El caso vizcaíno es paradigmático. Aunque ya desaparecidos, los altos hornos de Bilbao fueron, durante mucho tiempo, emblema y orgullo de la industria española. Su éxito parecía deberse la presencia cercana de vetas de hierro, cuya transformación en acero podía acometerse con los aportes de carbón asturleonés. Sin embargo, como bien se señala en este volumen, su constitución y desarrollo no obedeció a ninguna necesidad nacional. No teníamos una industria propia que necesitase de un suministro de hierro continuo, ni tampoco producíamos en tal cantidad que pudiésemos contribuir de manera apreciable al mercado mundial. La pista del porqué de la siderurgia vasca se halla en sus socios fundadores y accionistas. En origen, eran sociedades mixtas angloespañolas, cuya función era surtir el mercado británico con aportes de acero más barato, en comparación con los de otros suministradores, como Suecia o los EEUU.

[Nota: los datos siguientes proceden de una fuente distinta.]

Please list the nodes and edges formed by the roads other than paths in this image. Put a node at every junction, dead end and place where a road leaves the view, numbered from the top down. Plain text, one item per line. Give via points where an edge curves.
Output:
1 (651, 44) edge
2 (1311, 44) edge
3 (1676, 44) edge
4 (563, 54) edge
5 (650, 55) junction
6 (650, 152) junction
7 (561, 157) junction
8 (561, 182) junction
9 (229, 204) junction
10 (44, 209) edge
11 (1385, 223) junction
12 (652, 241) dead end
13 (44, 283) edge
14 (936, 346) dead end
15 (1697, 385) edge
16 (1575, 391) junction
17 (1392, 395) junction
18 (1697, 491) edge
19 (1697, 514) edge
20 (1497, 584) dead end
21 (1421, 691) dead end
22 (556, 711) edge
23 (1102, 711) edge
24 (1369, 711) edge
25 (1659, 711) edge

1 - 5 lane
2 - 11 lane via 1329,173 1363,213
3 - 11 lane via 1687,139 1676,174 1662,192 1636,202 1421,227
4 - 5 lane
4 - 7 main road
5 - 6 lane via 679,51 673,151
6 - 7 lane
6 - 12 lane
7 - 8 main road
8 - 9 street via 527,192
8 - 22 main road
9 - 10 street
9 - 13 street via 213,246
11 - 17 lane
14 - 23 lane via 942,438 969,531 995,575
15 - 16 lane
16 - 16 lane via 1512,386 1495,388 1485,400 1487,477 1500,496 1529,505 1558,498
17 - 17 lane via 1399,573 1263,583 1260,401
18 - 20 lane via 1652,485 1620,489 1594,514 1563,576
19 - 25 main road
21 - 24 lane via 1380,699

En muchos aspectos, se trataba de un ciclo semicolonial, en donde se extraían recursos de un país atrasado con destino a una potencia comercial, con un mínimo aporte de capital y sin dejar apenas riqueza en el país productor. Aparte, claro está, de lo que pudiera quedar en las arcas de inversores y accionistas, motivo y arranque de varias importantes fortunas de tiempos de la Restauración. Algo similar ocurrió con los telares catalanes. Esa industria se benefició del algodón barato que provenía de Cuba, durante mucho tiempo, hasta 1886, recolectada con mano de obra esclava. Sin embargo, no tenía la calidad ni el volumen necesario para poder competir con los paños ingleses, que en el siglo XIX se habían aventajado montados en los avances técnicos del siglo XVIII y la eliminación de la competencia de ultramar, tras acabar con los talleres artesanales hindúes.

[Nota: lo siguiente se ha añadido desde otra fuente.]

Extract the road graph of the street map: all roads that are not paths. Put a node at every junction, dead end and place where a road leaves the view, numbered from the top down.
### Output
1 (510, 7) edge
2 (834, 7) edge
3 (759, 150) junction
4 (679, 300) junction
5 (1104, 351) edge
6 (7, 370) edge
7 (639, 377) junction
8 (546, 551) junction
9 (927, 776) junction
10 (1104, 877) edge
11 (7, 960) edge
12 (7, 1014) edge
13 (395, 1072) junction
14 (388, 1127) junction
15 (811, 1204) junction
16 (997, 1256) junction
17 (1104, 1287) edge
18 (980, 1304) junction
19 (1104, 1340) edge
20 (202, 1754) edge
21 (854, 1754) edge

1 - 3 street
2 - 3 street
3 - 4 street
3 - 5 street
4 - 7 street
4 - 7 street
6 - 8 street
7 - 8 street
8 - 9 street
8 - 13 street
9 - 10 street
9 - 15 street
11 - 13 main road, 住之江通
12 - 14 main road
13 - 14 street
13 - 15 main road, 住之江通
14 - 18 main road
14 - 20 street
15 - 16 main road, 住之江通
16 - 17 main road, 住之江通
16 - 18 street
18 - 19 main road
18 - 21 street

La industria textil catalana se convirtió así en el paradigma de la industria parasitaria. Ofrecía grandes beneficios a los industriales catalanes -sólo así cabe explicar la ascensión de Barcelona a ciudad cosmopolita y moderna en el contexto europeo-, pero sólo podía sobrevivir en régimen de invernadero. Para evitar que los paños extranjeros invadiesen el país, se precisaba un régimen proteccionista extremo, que se reveló un arma de doble filo. Las restricciones al comercio gravaban asímismo la entrada de maquinaria industrial de última generación, lo que mantenía a los telares catalanes en insuperable atraso técnico frente a sus homólogos europeos. Se perpetuaba así su indefensión y se entraba en un circulo vicioso de proteccionismo paralizante.

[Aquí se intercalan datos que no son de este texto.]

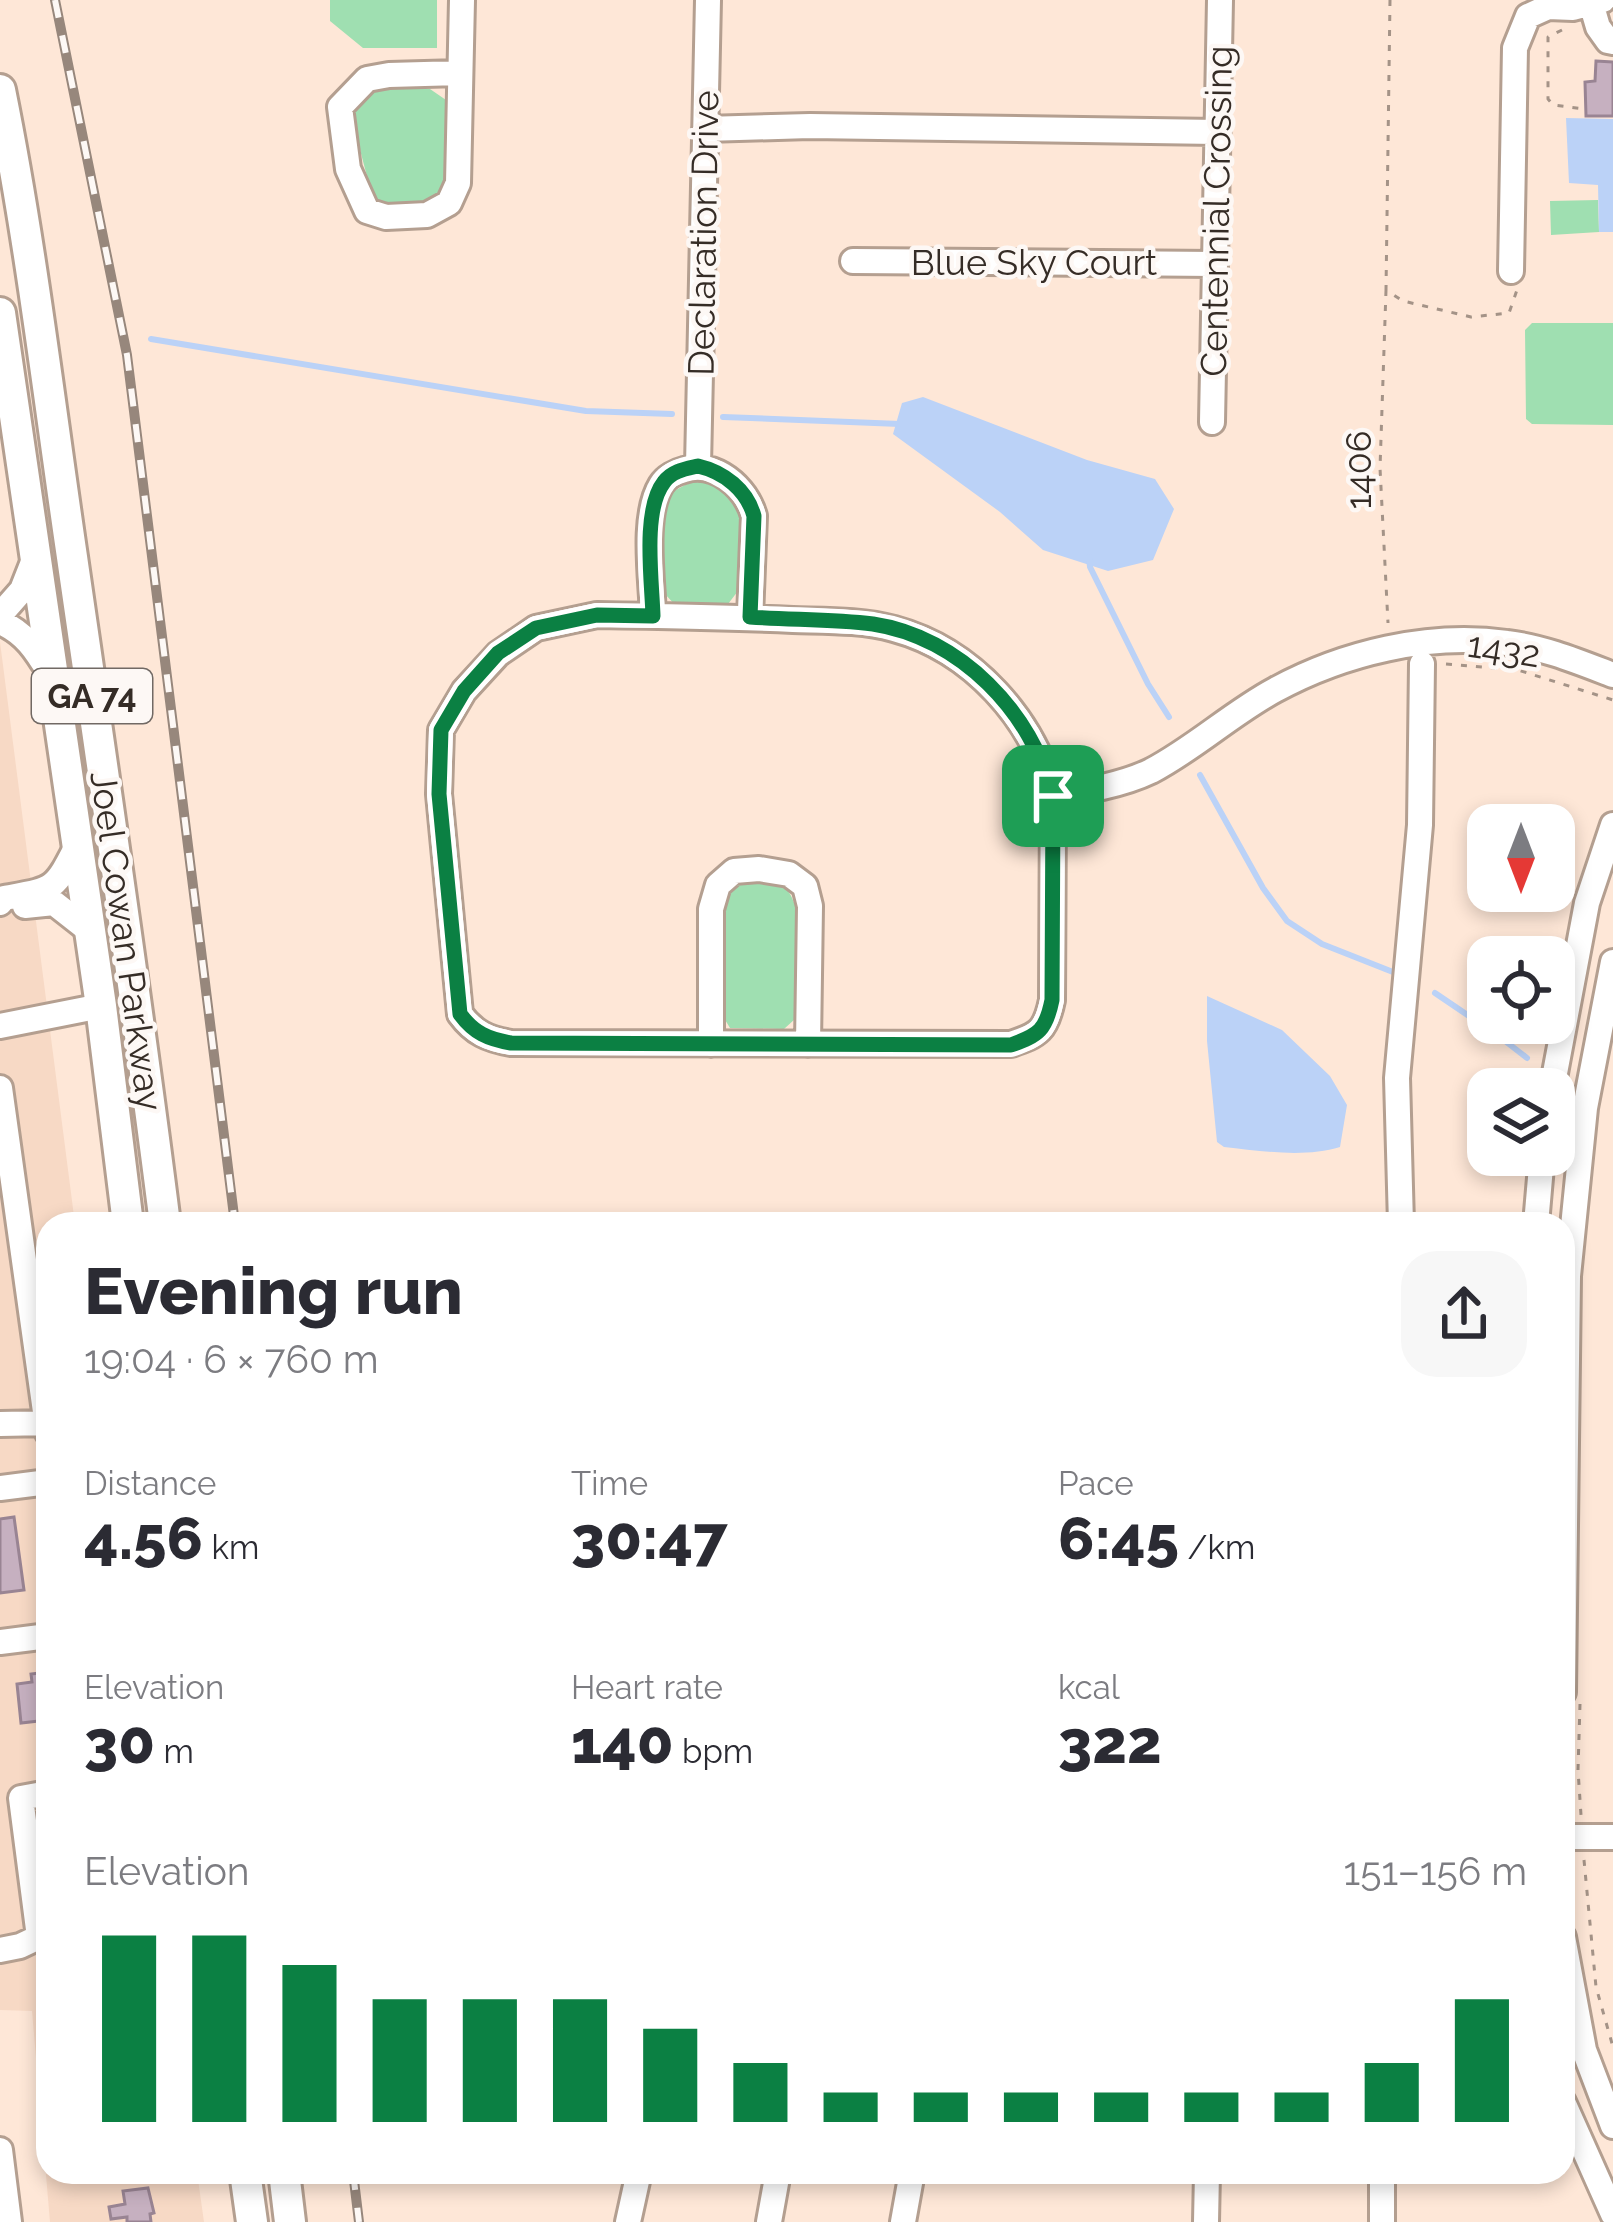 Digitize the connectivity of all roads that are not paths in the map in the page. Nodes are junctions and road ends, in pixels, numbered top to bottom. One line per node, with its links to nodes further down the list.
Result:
1 (462, 0): 6 (street)
2 (708, 0): 8 (street, Declaration Drive)
3 (1220, 0): 9 (street, Centennial Crossing)
4 (1597, 2): 5 (street); 12 (street)
5 (1613, 42)
6 (460, 74): 6 (street)
7 (0, 89): 41 (main road, Joel Cowan Parkway / GA 74)
8 (705, 129): 9 (street); 17 (street, Declaration Drive)
9 (1217, 132): 11 (street, Centennial Crossing)
10 (853, 261): 11 (street, Blue Sky Court)
11 (1215, 263): 15 (street, Centennial Crossing)
12 (1511, 271)
13 (0, 313): 16 (main road, Joel Cowan Parkway / GA 74)
14 (0, 411): 16 (main road)
15 (1212, 422)
16 (21, 458): 18 (main road, Joel Cowan Parkway / GA 74)
17 (698, 466): 19 (street); 20 (street)
18 (35, 556): 21 (street); 24 (main road, Joel Cowan Parkway / GA 74)
19 (653, 616): 20 (street); 33 (street)
20 (750, 617): 25 (street)
21 (0, 618): 24 (street)
22 (1422, 664): 42 (street)
23 (1613, 675): 25 (street)
24 (52, 677): 27 (main road, Joel Cowan Parkway / GA 74)
25 (1053, 796): 34 (street)
26 (1613, 826): 35 (street)
27 (78, 844): 28 (street); 29 (main road, Joel Cowan Parkway / GA 74)
28 (0, 904): 29 (street)
29 (91, 932): 31 (main road, Joel Cowan Parkway / GA 74)
30 (1613, 962): 44 (street)
31 (101, 1006): 32 (street); 38 (main road, Joel Cowan Parkway / GA 74)
32 (0, 1026)
33 (711, 1044): 34 (street); 34 (street)
34 (808, 1044)
35 (1556, 1068)
36 (0, 1088): 45 (street)
37 (1540, 1176): 43 (street)
38 (124, 1187): 39 (main road); 40 (main road, Joel Cowan Parkway / GA 74)
39 (120, 1212)
40 (127, 1212)
41 (164, 1212)
42 (1401, 1212)
43 (1536, 1212)
44 (1574, 1212)
45 (10, 1227): 46 (street)
46 (36, 1365)
47 (36, 1423): 48 (street)
48 (0, 1424)
49 (36, 1484): 50 (street)
50 (0, 1488)
51 (36, 1638): 52 (street)
52 (0, 1642)
53 (10, 1798): 56 (street)
54 (1575, 1836): 55 (street)
55 (1613, 1837)
56 (36, 1904)
57 (36, 1939): 58 (street)
58 (0, 1950)
59 (1575, 2001): 60 (street)
60 (1613, 2126)
61 (1575, 2129): 70 (street)
62 (0, 2150): 71 (street)
63 (247, 2184): 72 (main road)
64 (285, 2184): 73 (main road)
65 (636, 2184): 74 (street)
66 (776, 2184): 75 (street)
67 (910, 2184): 76 (street)
68 (1207, 2184): 77 (street)
69 (1382, 2184): 78 (street)
70 (1613, 2214)
71 (9, 2222)
72 (252, 2222)
73 (290, 2222)
74 (628, 2222)
75 (769, 2222)
76 (903, 2222)
77 (1206, 2222)
78 (1382, 2222)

Ese atraso, además, empeoraba las dificultades de una industria que debía surtir a un mercado nacional en expansión, sin contar que la burguesía catalana, cada vez más segura de sí misma, rivalizaba en acumular fortunas cada vez más mayores. La única solución para obtener el mayor beneficio con rendimientos productivos mediocres, sin elevar los precios, era mantener los costes laborales bajo mínimos. Se condenaba a los trabajadores a una vida de miseria, similar a la del capitalismo despiadado inglés de la primera mitad del siglo XIX. No debe  sorprender, por tanto, que Barcelona se convirtiera en capital del Anarquismo, además de creciente fuente de inestabilidad para los gobiernos nacionales, temerosos de enajenarse las simpatías de la burguesía catalana, con quienes compartían los mismos intereses de clase.


Son dos ejemplos pero vienen a señalar una tendencia que estallaría en el siglo XX, con consecuencias dramáticas para todo el páis. España devino un país atrasado, casi sin remedio o al menos con caminos viables para salir de él.  Sus élites se habían enriquecido por medio de negocios sin base real, mientras que su fortunas astronómicas contrastaban con la miseria del resto de la población. Unas desigualdades que ningún gobierno pensaba en paliar, dado que el sistema de la restauración era un gobierno de las élites para beneficio de las elites, aplicando en todo momento las mismas fórmulas erróneas. Aquéllas que sólo servían para mantener incólumes las rentas de las élites. 

Al menos hasta que Europa, y el sistema económico de la Belle Epoque, no se viniesen abajo.